= Data excerpts =
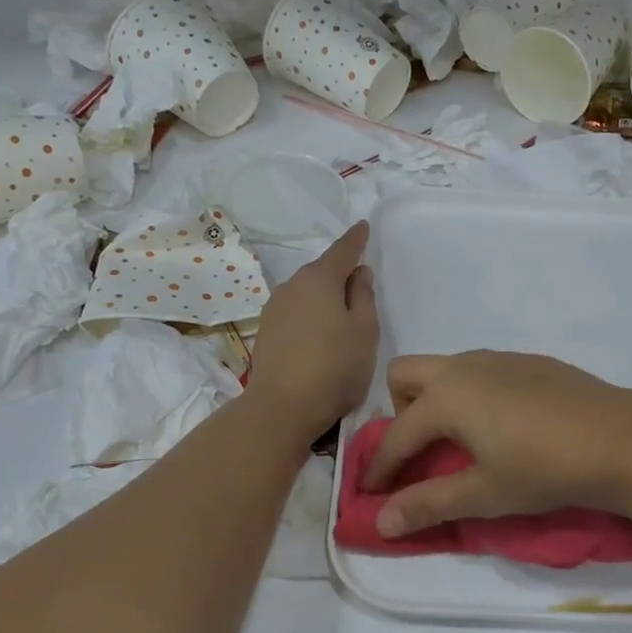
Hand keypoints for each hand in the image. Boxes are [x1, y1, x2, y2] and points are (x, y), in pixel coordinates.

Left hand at [247, 222, 378, 437]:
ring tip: (340, 317)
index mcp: (320, 279)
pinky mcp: (266, 332)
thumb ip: (363, 296)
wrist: (283, 406)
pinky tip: (318, 336)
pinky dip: (309, 316)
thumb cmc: (335, 366)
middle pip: (321, 272)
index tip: (363, 227)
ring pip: (306, 293)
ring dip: (323, 298)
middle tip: (359, 286)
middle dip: (339, 274)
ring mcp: (274, 308)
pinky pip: (295, 313)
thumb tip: (358, 273)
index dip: (355, 239)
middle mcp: (292, 285)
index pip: (342, 250)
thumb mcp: (365, 330)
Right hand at [364, 351, 631, 538]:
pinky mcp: (530, 362)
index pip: (396, 435)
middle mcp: (465, 367)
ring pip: (446, 368)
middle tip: (421, 451)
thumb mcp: (484, 493)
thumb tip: (380, 523)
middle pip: (405, 375)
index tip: (371, 493)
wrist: (623, 439)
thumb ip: (429, 504)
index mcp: (446, 397)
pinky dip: (472, 394)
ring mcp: (500, 359)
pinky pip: (481, 370)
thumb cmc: (545, 469)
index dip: (380, 468)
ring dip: (436, 400)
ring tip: (461, 441)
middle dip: (399, 411)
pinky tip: (505, 427)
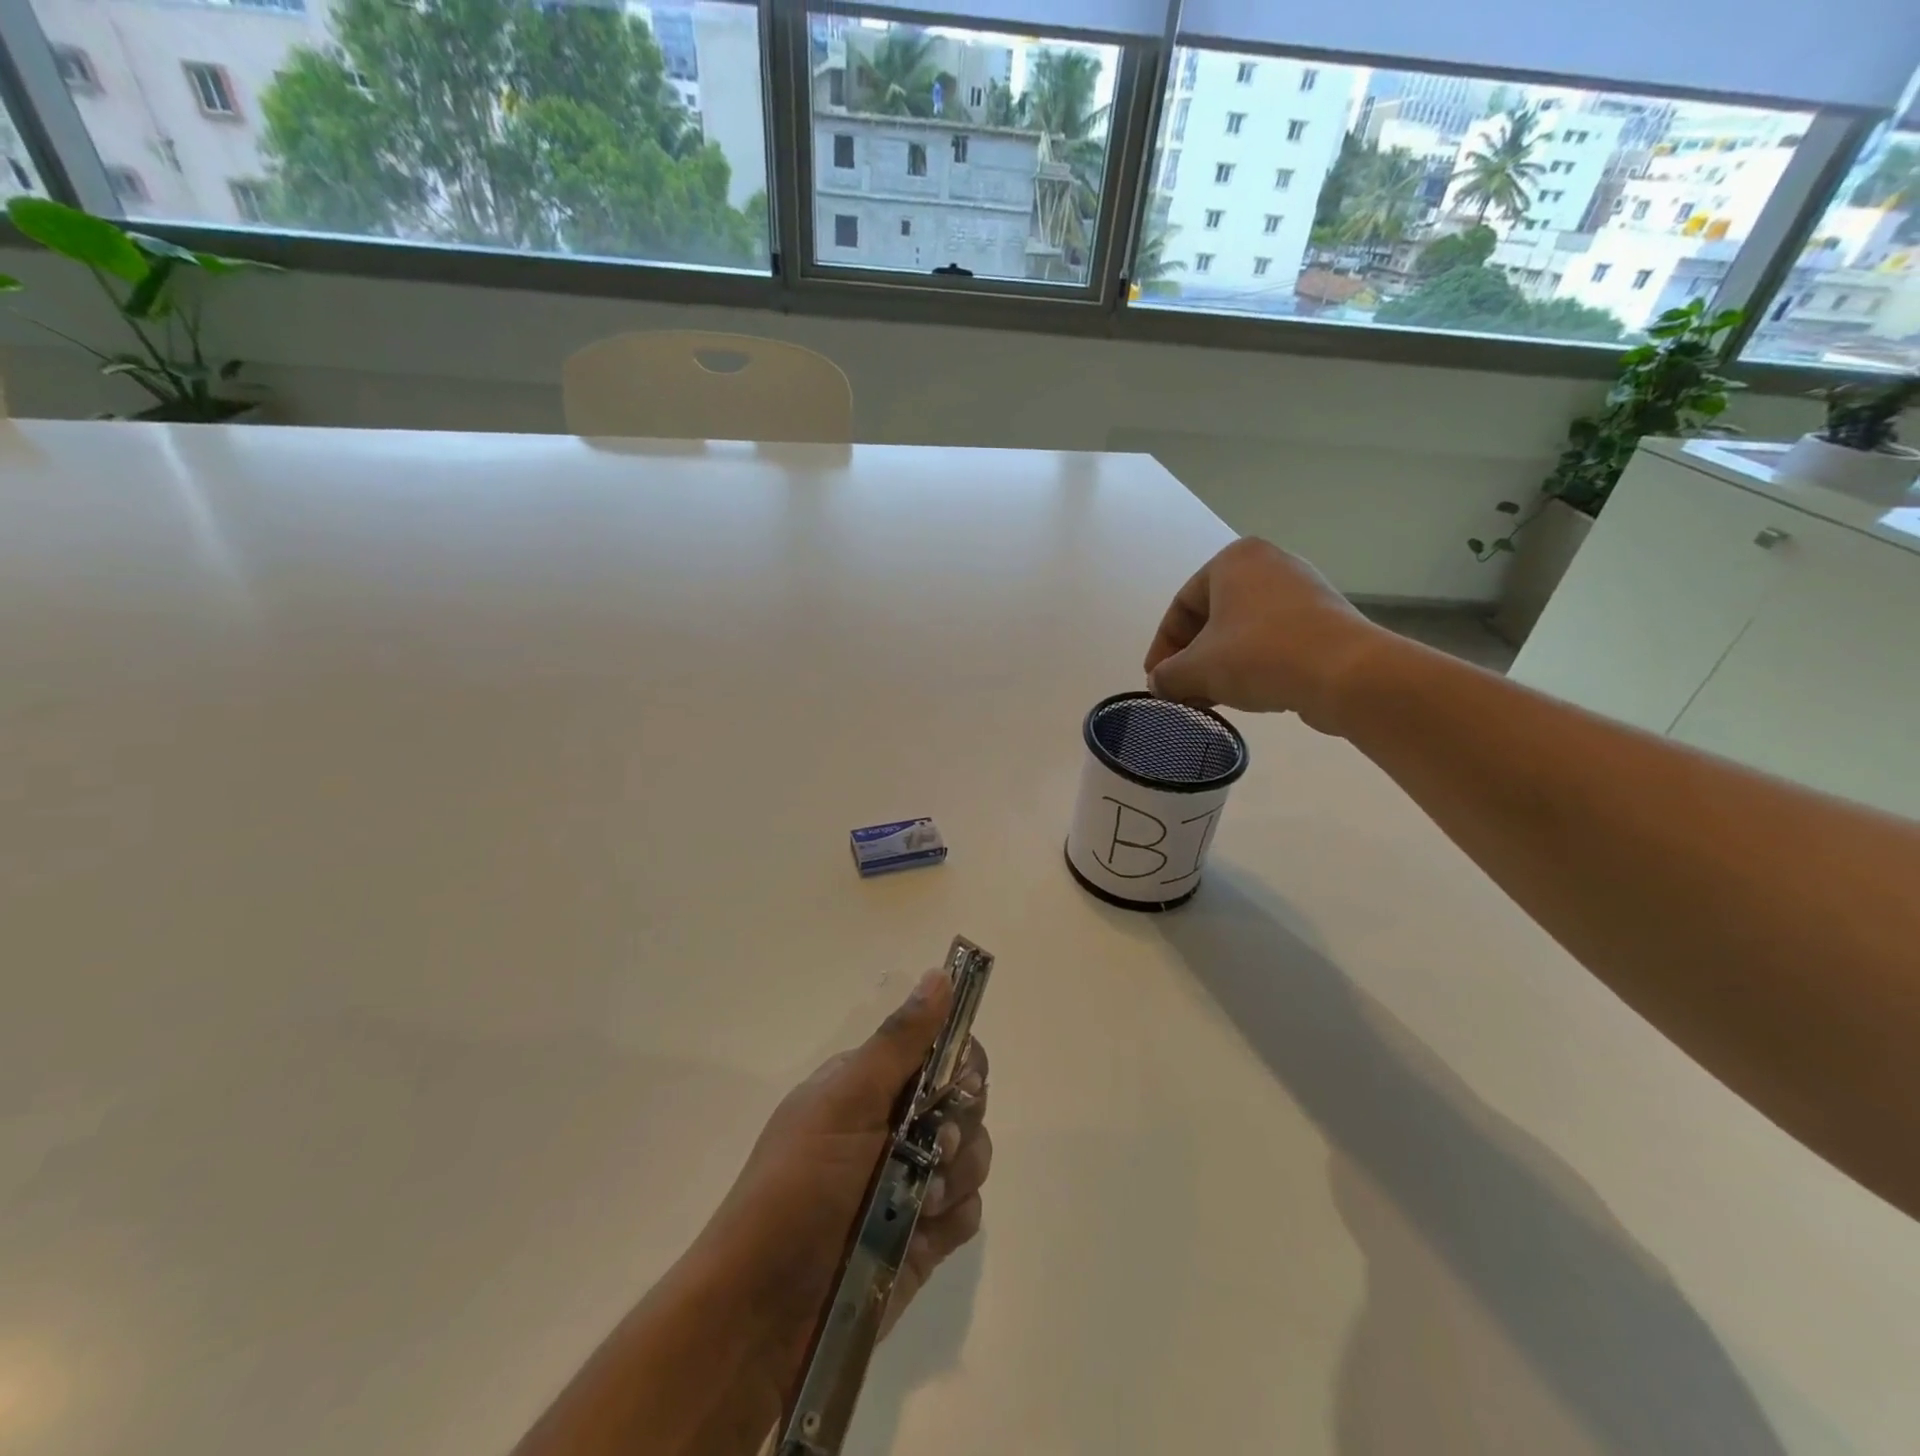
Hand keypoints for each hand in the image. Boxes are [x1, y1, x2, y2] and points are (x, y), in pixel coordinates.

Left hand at [700, 969, 990, 1395]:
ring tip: (920, 1202)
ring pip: (973, 1154)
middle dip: (960, 1122)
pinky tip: (923, 1234)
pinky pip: (968, 1211)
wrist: (763, 1315)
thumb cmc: (799, 1188)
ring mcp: (911, 1181)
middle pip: (965, 1100)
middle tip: (934, 1146)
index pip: (939, 1050)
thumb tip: (940, 974)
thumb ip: (900, 1041)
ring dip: (957, 1175)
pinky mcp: (923, 1236)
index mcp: (871, 1085)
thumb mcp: (846, 1101)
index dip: (958, 1061)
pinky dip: (953, 1219)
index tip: (954, 1084)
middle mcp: (895, 1125)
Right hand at [1143, 538, 1387, 733]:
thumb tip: (1160, 684)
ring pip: (1242, 629)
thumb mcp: (1197, 669)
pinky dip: (1253, 663)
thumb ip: (1167, 675)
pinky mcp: (1325, 617)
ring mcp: (1302, 588)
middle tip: (1182, 691)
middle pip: (1212, 617)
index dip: (1162, 648)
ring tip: (1211, 698)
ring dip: (1220, 664)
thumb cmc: (1259, 656)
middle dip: (1192, 658)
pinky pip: (1274, 638)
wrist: (1346, 673)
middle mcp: (1268, 563)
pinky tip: (1247, 692)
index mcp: (1233, 560)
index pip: (1181, 606)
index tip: (1156, 680)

= Work order =
Copy the listing verbatim, omitting images.

= Reply to the exercise =
Hand keypoints for each hand in the image. Boxes are [x1, y1, x2, y2] and points are (x, y), in pixel coordinates.

Left hand at [247, 222, 378, 437]:
ring tip: (340, 317)
index mcp: (320, 279)
pinky mcp: (266, 332)
thumb ip: (363, 296)
wrist: (283, 406)
pinky tip: (318, 336)
pinky dip: (309, 316)
thumb cmc: (335, 366)
middle pip: (321, 272)
index tip: (363, 227)
ring pip: (306, 293)
ring dip: (323, 298)
middle tip: (359, 286)
middle dip: (339, 274)
ring mcp: (274, 308)
pinky pip: (295, 313)
thumb tip: (358, 273)
index dip: (355, 239)
middle mcp: (292, 285)
index pip: (342, 250)
thumb mcp: (365, 330)
Right hand at [364, 351, 631, 538]:
pinky mcp: (530, 362)
index pip: (396, 435)
middle mcp: (465, 367)
ring pip: (446, 368)
middle tip: (421, 451)
thumb mcp: (484, 493)
thumb tip: (380, 523)
middle pip: (405, 375)
index tip: (371, 493)
wrist: (623, 439)
thumb ip: (429, 504)
index mcp: (446, 397)
pinky dip: (472, 394)
ring mcp: (500, 359)
pinky pip: (481, 370)
thumb cmc: (545, 469)
index dip: (380, 468)
ring dip: (436, 400)
ring tip: (461, 441)
middle dip: (399, 411)
pinky tip: (505, 427)
Hand keypoints for each hand in the image. Boxes are [x1, y1, x2, y2] and points are (x, y), in pixel coordinates.

Left hand at [700, 969, 990, 1395]:
ring tip: (920, 1202)
ring pip: (973, 1154)
middle dip: (960, 1122)
pinky tip: (923, 1234)
pinky pip: (968, 1211)
wrist: (763, 1315)
thumb cmc: (799, 1188)
ring mcp: (911, 1181)
middle pip: (965, 1100)
middle tip: (934, 1146)
index pip: (939, 1050)
thumb tip: (940, 974)
thumb ip: (900, 1041)
ring dip: (957, 1175)
pinky mcp: (923, 1236)
index mcp: (871, 1085)
thumb mcp: (846, 1101)
index dip: (958, 1061)
pinky dip: (953, 1219)
index tip: (954, 1084)
middle mcp: (895, 1125)
Right hand at [1143, 538, 1387, 733]:
thumb tip: (1160, 684)
ring pip: (1242, 629)
thumb mcp: (1197, 669)
pinky dip: (1253, 663)
thumb ip: (1167, 675)
pinky mcp: (1325, 617)
ring mcp: (1302, 588)
middle tip: (1182, 691)
middle pip: (1212, 617)
index dip: (1162, 648)
ring tip: (1211, 698)
ring dip: (1220, 664)
thumb cmc: (1259, 656)
middle dip: (1192, 658)
pinky pip: (1274, 638)
wrist: (1346, 673)
middle mcp: (1268, 563)
pinky tip: (1247, 692)
index mcp: (1233, 560)
index pip: (1181, 606)
index tip: (1156, 680)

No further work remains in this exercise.